*Source records:*

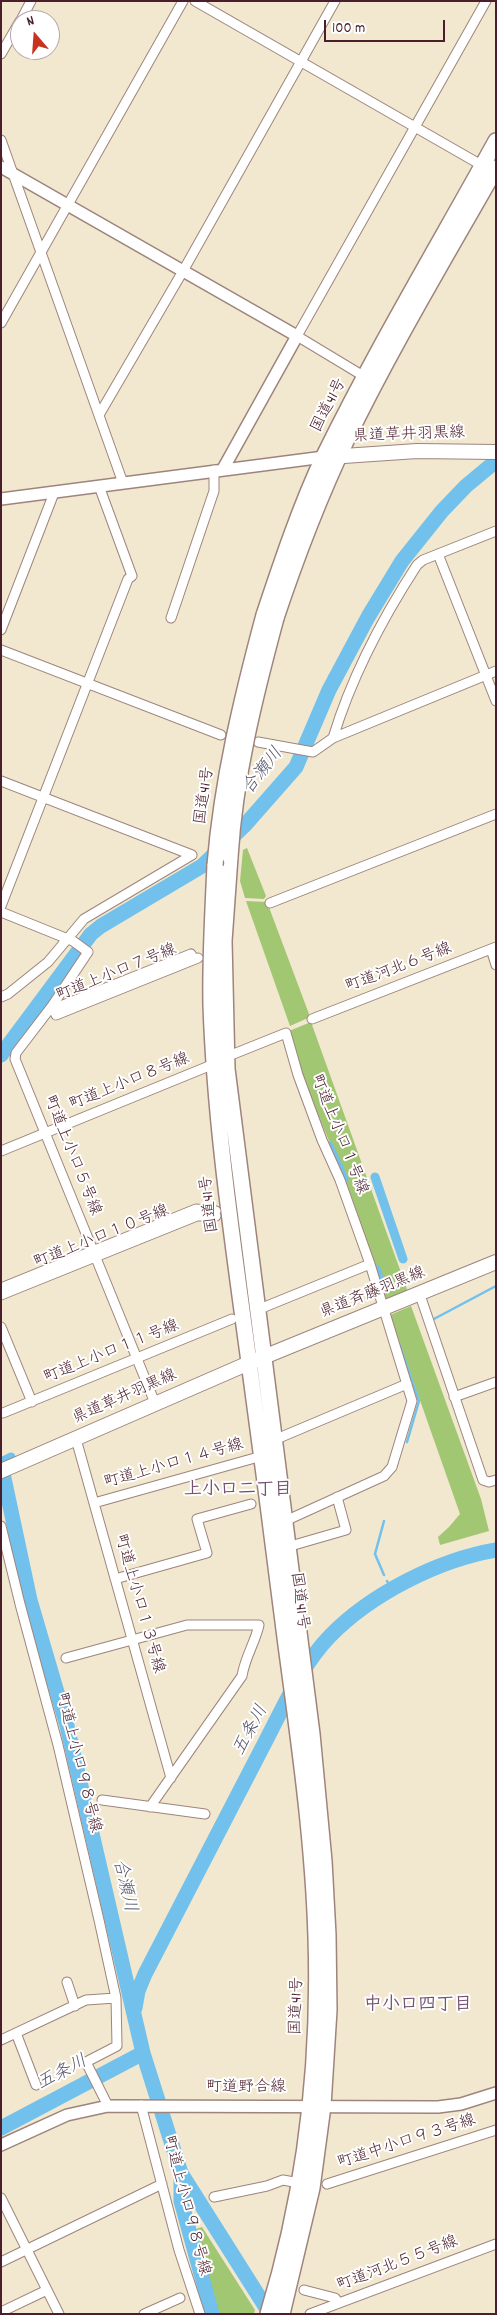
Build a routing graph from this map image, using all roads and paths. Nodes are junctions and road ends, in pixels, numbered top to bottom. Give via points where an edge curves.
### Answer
1 (183, 1) edge
2 (195, 1) edge
3 (335, 1) edge
4 (486, 1) edge
5 (10, 38) edge
6 (1, 54) edge
7 (301, 61) junction
8 (416, 127) junction
9 (1, 140) edge
10 (496, 141) edge
11 (476, 162) dead end
12 (1, 167) edge
13 (496, 168) edge
14 (13, 174) junction
15 (67, 206) junction
16 (41, 253) junction
17 (184, 271) junction
18 (1, 323) edge
19 (297, 336) junction
20 (365, 377) junction
21 (99, 415) junction
22 (492, 452) edge
23 (339, 456) junction
24 (324, 457) junction
25 (219, 470) junction
26 (123, 483) junction
27 (99, 486) junction
28 (54, 493) junction
29 (1, 499) edge
30 (496, 531) edge
31 (438, 554) junction
32 (270, 616) junction
33 (171, 618) dead end
34 (1, 630) edge
35 (1, 650) edge
36 (496, 671) edge
37 (486, 675) junction
38 (88, 683) junction
39 (496, 701) edge
40 (221, 735) dead end
41 (333, 738) junction
42 (258, 742) dead end
43 (1, 781) edge
44 (43, 798) junction
45 (496, 814) edge
46 (270, 903) dead end
47 (1, 906) edge
48 (1, 912) edge
49 (71, 940) junction
50 (493, 948) edge
51 (196, 959) dead end
52 (496, 966) edge
53 (1, 997) edge
54 (52, 1008) junction
55 (312, 1018) dead end
56 (220, 1061) junction
57 (46, 1133) junction
58 (1, 1151) edge
59 (216, 1213) dead end
60 (95, 1254) junction
61 (496, 1262) edge
62 (370, 1264) junction
63 (1, 1288) edge
64 (420, 1294) junction
65 (1, 1295) edge
66 (383, 1309) junction
67 (257, 1310) junction
68 (232, 1319) dead end
69 (1, 1327) edge
70 (264, 1357) junction
71 (138, 1359) junction
72 (250, 1363) junction
73 (496, 1382) edge
74 (407, 1384) junction
75 (454, 1397) junction
76 (32, 1402) junction
77 (155, 1403) junction
78 (3, 1413) dead end
79 (76, 1439) junction
80 (274, 1440) junction
81 (262, 1456) junction
82 (1, 1471) edge
83 (496, 1480) edge
84 (337, 1498) junction
85 (94, 1503) junction
86 (251, 1504) dead end
87 (283, 1522) junction
88 (1, 1526) edge
89 (287, 1547) junction
90 (115, 1579) junction
91 (289, 1617) junction
92 (132, 1640) junction
93 (66, 1658) dead end
94 (171, 1778) junction
95 (102, 1800) dead end
96 (150, 1807) junction
97 (205, 1814) dead end
98 (67, 1982) dead end
99 (116, 1998) junction
100 (75, 2006) junction
101 (16, 2033) junction
102 (1, 2040) edge
103 (36, 2085) dead end
104 (496, 2094) edge
105 (142, 2105) junction
106 (108, 2106) junction
107 (316, 2106) junction
108 (496, 2130) edge
109 (1, 2145) edge
110 (299, 2183) junction
111 (162, 2184) junction
112 (327, 2184) dead end
113 (214, 2197) dead end
114 (1, 2198) edge
115 (496, 2244) edge
116 (27, 2250) junction
117 (1, 2262) edge
118 (47, 2290) junction
119 (304, 2290) dead end
120 (180, 2298) dead end
121 (339, 2303) junction
122 (2, 2311) edge
123 (274, 2311) edge
124 (59, 2314) edge
125 (144, 2314) edge
126 (200, 2314) edge
127 (310, 2314) edge

1 - 15 street
2 - 7 street
3 - 7 street
4 - 8 street
5 - 6 street
7 - 8 street
7 - 17 street
8 - 11 street
8 - 19 street
9 - 14 street
10 - 20 highway, 国道41号
12 - 14 street
13 - 23 highway, 国道41号
14 - 15 street
14 - 16 street
15 - 16 street
15 - 17 street
16 - 18 street
16 - 21 street
17 - 19 street
17 - 21 street
19 - 20 street
19 - 25 street
20 - 24 highway, 国道41号
21 - 26 street
22 - 23 main road, 県道草井羽黒線 via 417,451
23 - 24 main road, 県道草井羽黒線
23 - 32 highway, 国道41号
24 - 25 street
24 - 32 highway, 国道41号 via 280,567
25 - 26 street
25 - 33 street
26 - 27 street
27 - 28 street
27 - 38 street via 132,576 128,579
28 - 29 street
28 - 34 street
30 - 31 street
31 - 37 street
31 - 41 street via 417,565 391,606 345,698
32 - 56 highway, 国道41号, bridge via 230,848
35 - 38 street
36 - 37 street
37 - 39 street
37 - 41 street
38 - 40 street
38 - 44 street
41 - 42 street via 313,752
43 - 44 street
44 - 47 street
44 - 49 street via 192,855 84,919
45 - 46 street
48 - 49 street, 町道上小口５号線
49 - 53 street via 48,962
49 - 54 street, 町道上小口５号線 via 88,952
50 - 52 street
50 - 55 street, 町道河北６号線
51 - 54 street via 191,954
54 - 57 street, 町道上小口５号線 via 15,1058
56 - 57 street, 町道上小口８号線
56 - 62 street, 町道上小口１号線 via 286,1033 303,1091
56 - 67 highway, 国道41号 via 233,1128
56 - 72 highway, 国道41号 via 220,1129
57 - 58 street, 町道上小口８号線
57 - 60 street, 町道上小口５号線
59 - 60 street, 町道上小口１０号線 via 197,1216
60 - 63 street
60 - 65 street, 町道上小口１０号線
60 - 71 street, 町道上小口５号線
61 - 64 main road, 県道斉藤羽黒線
62 - 66 street, 町道上小口１号線
62 - 67 street
64 - 66 main road, 県道斉藤羽黒線
64 - 75 street
66 - 70 main road, 県道斉藤羽黒線
66 - 74 street, 町道上小口１号線
67 - 70 highway, 国道41号
68 - 71 street, 町道上小口１１号線
69 - 76 street
70 - 72 main road, 県道草井羽黒線
70 - 80 highway, 国道41号
71 - 76 street, 町道上小口１１号線
71 - 77 street, 町道上小口５号線
72 - 77 main road, 県道草井羽黒線
72 - 81 highway, 国道41号
73 - 75 street
74 - 80 street
74 - 84 street, 町道上小口１号線 via 412,1401 392,1468 384,1476
75 - 83 street via 483,1480
76 - 78 street, 町道上小口１１号線
77 - 79 main road, 県道草井羽黒線
79 - 82 main road, 県道草井羽黒線
79 - 85 street, 町道上小口１３号線
80 - 87 highway, 国道41号
81 - 85 street, 町道上小口１４号線
81 - 91 highway, 国道41号
84 - 87 street, 町道上小口１号線
84 - 89 street via 346,1530
85 - 90 street, 町道上小口１３号線
86 - 90 street via 197,1519 207,1553
87 - 89 highway, 国道41号
88 - 99 street, 町道上小口９８号線 via 61,1754
89 - 91 highway, 国道41号
90 - 92 street, 町道上小口１３号線
91 - 107 highway, 国道41号 via 305,1735 316,1938
92 - 93 street
92 - 94 street, 町道上小口１３号線
92 - 94 street via 187,1625 259,1625 242,1676
94 - 96 street
95 - 96 street
96 - 97 street
98 - 100 street
99 - 100 street via 86,2000
99 - 106 street, 町道上小口９８号線 via 117,2046 86,2062
100 - 101 street
101 - 102 street
101 - 103 street
104 - 107 street, 町道野合線 via 437,2107
105 - 106 street, 町道野合線
105 - 107 street, 町道野合線
105 - 111 street, 町道上小口９８号線
106 - 109 street, 町道野合線 via 67,2115
107 - 110 highway, 国道41号
107 - 123 highway, 国道41号 via 312,2188
108 - 112 street, 町道中小口９３号線
110 - 113 street via 283,2180
110 - 123 highway, 国道41号
111 - 116 street
111 - 126 street, 町道上小口９８号線
114 - 116 street
115 - 121 street, 町道河北５５号線
116 - 117 street
116 - 118 street
118 - 122 street
118 - 124 street
119 - 121 street via 334,2298
120 - 125 street
121 - 127 street, 町道河北５５号線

*Work item:*
The records must appear again word for word, though none of their pictures should.

*Solution for this problem:*
Build a routing graph from this map image, using all roads and paths. Nodes are junctions and road ends, in pixels, numbered top to bottom. Give via points where an edge curves.
### Answer
1 (183, 1) edge
2 (195, 1) edge
3 (335, 1) edge
4 (486, 1) edge
5 (10, 38) edge
6 (1, 54) edge
7 (301, 61) junction
8 (416, 127) junction
9 (1, 140) edge
10 (496, 141) edge
11 (476, 162) dead end
12 (1, 167) edge
13 (496, 168) edge
14 (13, 174) junction
15 (67, 206) junction
16 (41, 253) junction
17 (184, 271) junction
18 (1, 323) edge
19 (297, 336) junction
20 (365, 377) junction
21 (99, 415) junction
22 (492, 452) edge
23 (339, 456) junction
24 (324, 457) junction
25 (219, 470) junction
26 (123, 483) junction
27 (99, 486) junction
28 (54, 493) junction
29 (1, 499) edge
30 (496, 531) edge
31 (438, 554) junction
32 (270, 616) junction
33 (171, 618) dead end
34 (1, 630) edge
35 (1, 650) edge
36 (496, 671) edge
37 (486, 675) junction
38 (88, 683) junction
39 (496, 701) edge
40 (221, 735) dead end
41 (333, 738) junction
42 (258, 742) dead end
43 (1, 781) edge
44 (43, 798) junction
45 (496, 814) edge
46 (270, 903) dead end
47 (1, 906) edge
48 (1, 912) edge
49 (71, 940) junction
50 (493, 948) edge
51 (196, 959) dead end
52 (496, 966) edge
53 (1, 997) edge
54 (52, 1008) junction
55 (312, 1018) dead end
56 (220, 1061) junction
57 (46, 1133) junction
58 (1, 1151) edge
59 (216, 1213) dead end
60 (95, 1254) junction
61 (496, 1262) edge
62 (370, 1264) junction
63 (1, 1288) edge
64 (420, 1294) junction
65 (1, 1295) edge
66 (383, 1309) junction
67 (257, 1310) junction
68 (232, 1319) dead end
69 (1, 1327) edge
70 (264, 1357) junction
71 (138, 1359) junction
72 (250, 1363) junction
73 (496, 1382) edge
74 (407, 1384) junction
75 (454, 1397) junction
76 (32, 1402) junction
77 (155, 1403) junction
78 (3, 1413) dead end
79 (76, 1439) junction
80 (274, 1440) junction
81 (262, 1456) junction
82 (1, 1471) edge
83 (496, 1480) edge
84 (337, 1498) junction
85 (94, 1503) junction
86 (251, 1504) dead end
87 (283, 1522) junction
88 (1, 1526) edge
89 (287, 1547) junction
90 (115, 1579) junction
91 (289, 1617) junction
92 (132, 1640) junction
93 (66, 1658) dead end
94 (171, 1778) junction
95 (102, 1800) dead end
96 (150, 1807) junction
97 (205, 1814) dead end
98 (67, 1982) dead end
99 (116, 1998) junction
100 (75, 2006) junction
101 (16, 2033) junction
102 (1, 2040) edge
103 (36, 2085) dead end
104 (496, 2094) edge
105 (142, 2105) junction
106 (108, 2106) junction
107 (316, 2106) junction
108 (496, 2130) edge
109 (1, 2145) edge
110 (299, 2183) junction
111 (162, 2184) junction
112 (327, 2184) dead end
113 (214, 2197) dead end
114 (1, 2198) edge
115 (496, 2244) edge
116 (27, 2250) junction
117 (1, 2262) edge
118 (47, 2290) junction
119 (304, 2290) dead end
120 (180, 2298) dead end
121 (339, 2303) junction
122 (2, 2311) edge
123 (274, 2311) edge
124 (59, 2314) edge
125 (144, 2314) edge
126 (200, 2314) edge
127 (310, 2314) edge

1 - 15 street
2 - 7 street
3 - 7 street
4 - 8 street
5 - 6 street
7 - 8 street
7 - 17 street
8 - 11 street
8 - 19 street
9 - 14 street
10 - 20 highway, 国道41号
12 - 14 street
13 - 23 highway, 国道41号
14 - 15 street
14 - 16 street
15 - 16 street
15 - 17 street
16 - 18 street
16 - 21 street
17 - 19 street
17 - 21 street
19 - 20 street
19 - 25 street
20 - 24 highway, 国道41号
21 - 26 street
22 - 23 main road, 県道草井羽黒線 via 417,451
23 - 24 main road, 県道草井羽黒線
23 - 32 highway, 国道41号
24 - 25 street
24 - 32 highway, 国道41号 via 280,567
25 - 26 street
25 - 33 street
26 - 27 street
27 - 28 street
27 - 38 street via 132,576 128,579
28 - 29 street
28 - 34 street
30 - 31 street
31 - 37 street
31 - 41 street via 417,565 391,606 345,698
32 - 56 highway, 国道41号, bridge via 230,848
35 - 38 street
36 - 37 street
37 - 39 street
37 - 41 street
38 - 40 street
38 - 44 street
41 - 42 street via 313,752
43 - 44 street
44 - 47 street
44 - 49 street via 192,855 84,919
45 - 46 street
48 - 49 street, 町道上小口５号線
49 - 53 street via 48,962
49 - 54 street, 町道上小口５号線 via 88,952
50 - 52 street
50 - 55 street, 町道河北６号線
51 - 54 street via 191,954
54 - 57 street, 町道上小口５号線 via 15,1058
56 - 57 street, 町道上小口８号線
56 - 62 street, 町道上小口１号線 via 286,1033 303,1091
56 - 67 highway, 国道41号 via 233,1128
56 - 72 highway, 国道41号 via 220,1129
57 - 58 street, 町道上小口８号線
57 - 60 street, 町道上小口５号線
59 - 60 street, 町道上小口１０号線 via 197,1216
60 - 63 street
60 - 65 street, 町道上小口１０号線
60 - 71 street, 町道上小口５号線
61 - 64 main road, 県道斉藤羽黒線
62 - 66 street, 町道上小口１号線
62 - 67 street
64 - 66 main road, 県道斉藤羽黒線
64 - 75 street
66 - 70 main road, 県道斉藤羽黒線
66 - 74 street, 町道上小口１号線
67 - 70 highway, 国道41号
68 - 71 street, 町道上小口１１号線
69 - 76 street
70 - 72 main road, 県道草井羽黒線
70 - 80 highway, 国道41号
71 - 76 street, 町道上小口１１号線
71 - 77 street, 町道上小口５号線
72 - 77 main road, 県道草井羽黒線
72 - 81 highway, 国道41号
73 - 75 street
74 - 80 street
74 - 84 street, 町道上小口１号線 via 412,1401 392,1468 384,1476
75 - 83 street via 483,1480
76 - 78 street, 町道上小口１１号線
77 - 79 main road, 県道草井羽黒線
79 - 82 main road, 県道草井羽黒線
79 - 85 street, 町道上小口１３号線
80 - 87 highway, 国道41号
81 - 85 street, 町道上小口１４号線
81 - 91 highway, 国道41号
84 - 87 street, 町道上小口１号線
84 - 89 street via 346,1530
85 - 90 street, 町道上小口１３号線
86 - 90 street via 197,1519 207,1553
87 - 89 highway, 国道41号
88 - 99 street, 町道上小口９８号線 via 61,1754
89 - 91 highway, 国道41号
90 - 92 street, 町道上小口１３号線
91 - 107 highway, 国道41号 via 305,1735 316,1938
92 - 93 street
92 - 94 street, 町道上小口１３号線
92 - 94 street via 187,1625 259,1625 242,1676
94 - 96 street
95 - 96 street
96 - 97 street
98 - 100 street
99 - 100 street via 86,2000
99 - 106 street, 町道上小口９８号線 via 117,2046 86,2062
100 - 101 street
101 - 102 street
101 - 103 street
104 - 107 street, 町道野合線 via 437,2107
105 - 106 street, 町道野合線
105 - 107 street, 町道野合線
105 - 111 street, 町道上小口９８号線
106 - 109 street, 町道野合線 via 67,2115
107 - 110 highway, 国道41号
107 - 123 highway, 国道41号 via 312,2188
108 - 112 street, 町道中小口９３号線
110 - 113 street via 283,2180
110 - 123 highway, 国道41号
111 - 116 street
111 - 126 street, 町道上小口９８号線
114 - 116 street
115 - 121 street, 町道河北５５号線
116 - 117 street
116 - 118 street
118 - 122 street
118 - 124 street
119 - 121 street via 334,2298
120 - 125 street
121 - 127 street, 町道河北５５号線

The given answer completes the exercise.